Published: 10 Jan 2007
It's best to store remote-office data and host remote-office applications in the central data center. Various products can eliminate TCP/IP transmission issues that might hinder those moves.
Several recent surveys by analyst firms document the perception that the amount of data within remote offices and branch offices (ROBOs) is greater than the amount of data within the data center. In an era of growing compliance regulation, and increased internal and external threats to data, managing and protecting ROBO data has become a big problem.
ROBO users require and expect the same level of services and support as users in the primary data center. This means ROBO data accessibility, data protection and application response times must be equivalent to those local to the data center. The requirements are simple. Delivering on those requirements isn't.
Storage managers have two main ways to protect ROBO data: create a mini data center for each ROBO, or centralize ROBO applications and data at the primary data center. The first option is very expensive, management is complex, highly qualified IT staffers are required at each ROBO and things rarely work well.
Centralizing ROBO applications and data in the primary data center offers the following potential advantages:
- Increased IT productivity by leveraging IT administrator assets within the data center
- Reduced investments in hardware, infrastructure, software, personnel, training and maintenance, and increased data center asset utilization
- Better, faster service and simpler management
- Consistent data protection that meets IT and regulatory compliance requirements
- Easier sharing of data among ROBOs
Three technologies enable the centralization of data by mitigating or eliminating most WAN problems (with the exception of speed of light latency or distance). These include:
- Fat pipe TCP WAN optimization (a.k.a. Data Replication Optimization or DRO)
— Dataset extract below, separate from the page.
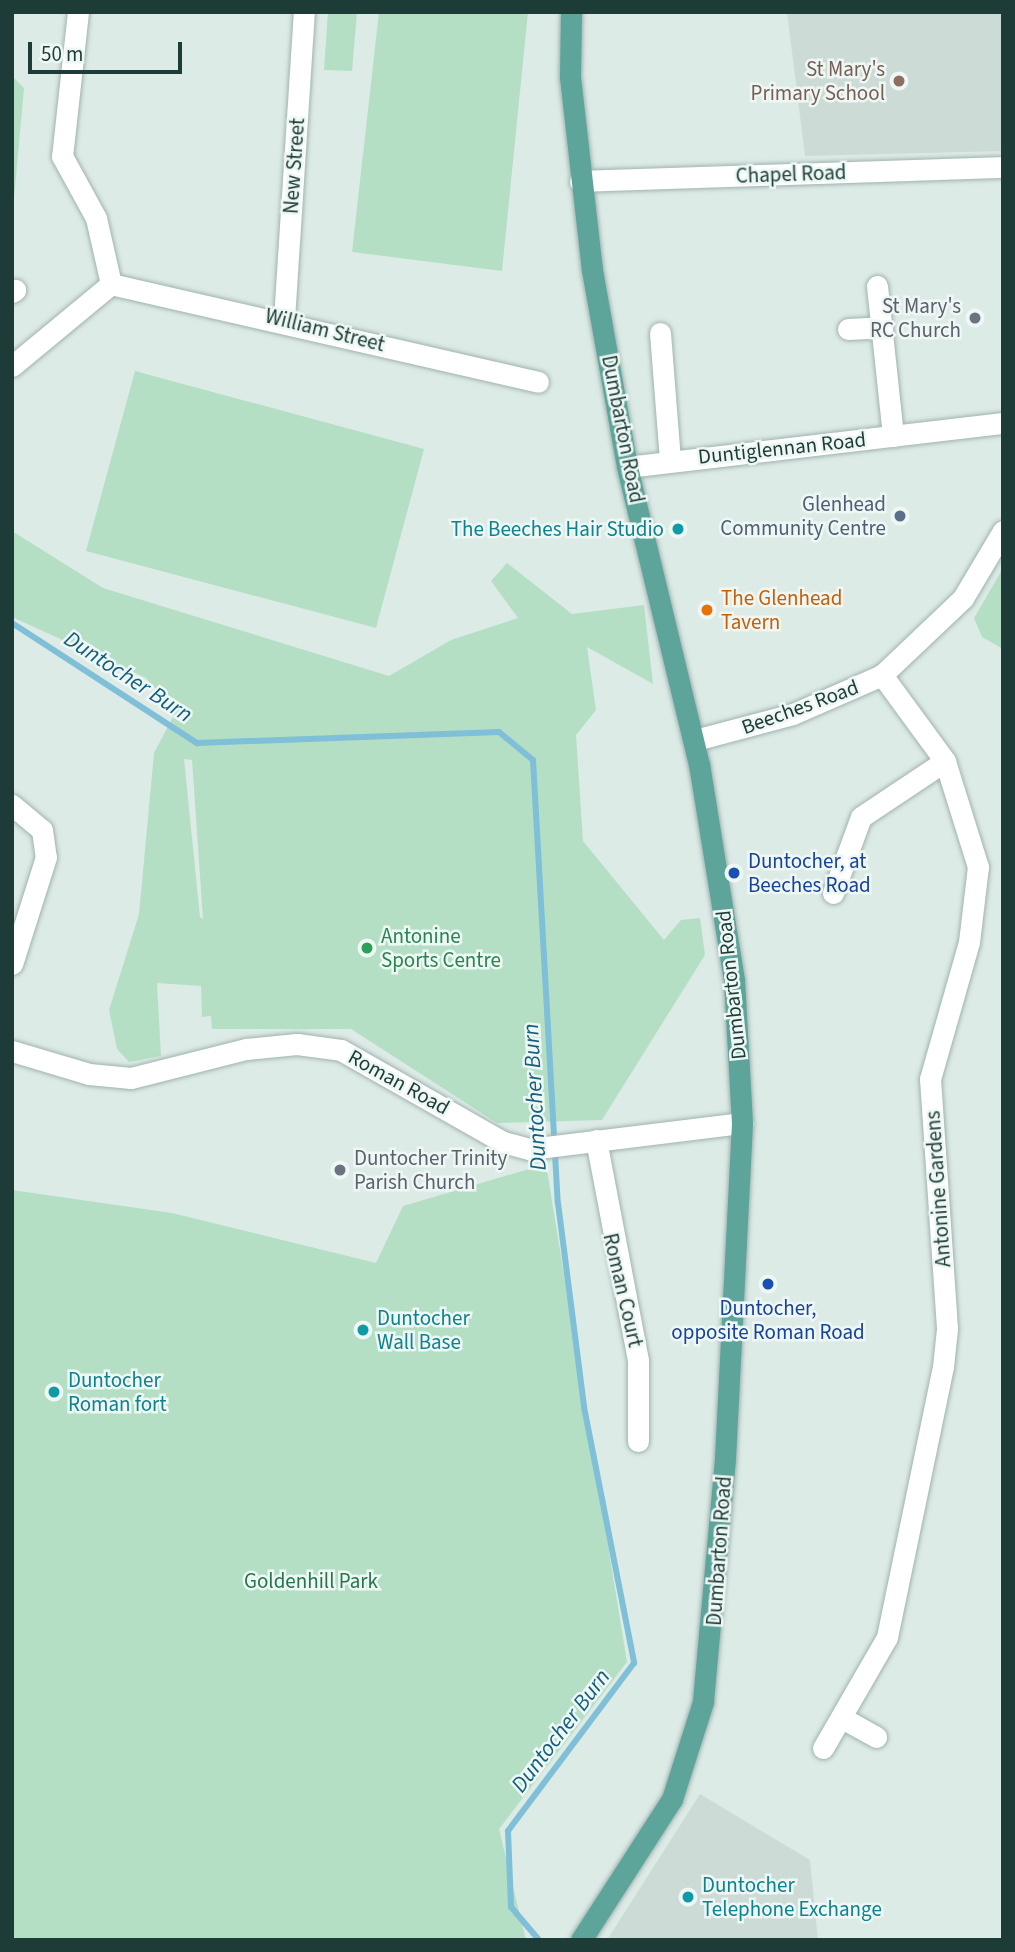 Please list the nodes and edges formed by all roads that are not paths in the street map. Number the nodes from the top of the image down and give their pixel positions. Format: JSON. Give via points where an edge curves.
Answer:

- Skinny pipe TCP WAN optimization, plus Wide-Area File Systems or WAFS (a.k.a. Wide-Area Data Services [WADS], Wide-Area Application Services [WAAS] and Wide-Area Data Management [WADM])
- Distributed ROBO backup to disk
Fat pipe TCP WAN optimization
Fat pipe TCP WAN optimization (DRO) is designed to move large amounts of data in single or multiple streams over "fat pipes" at a speed of between 5Mb/sec to 1Gb/sec. DRO minimizes the effect of distance by using a TCP protocol-enhancing proxy (typically a derivative of TCP or UDP) that allows it to do things that can't be done with standard TCP/IP v4 or v6. For example, the protocol-enhancing proxy allows DRO to terminate TCP at each end of the pipe, which completely eliminates TCP latency overhead. That, by itself, would greatly increase the effective data throughput, but there are other DRO tricks that increase throughput.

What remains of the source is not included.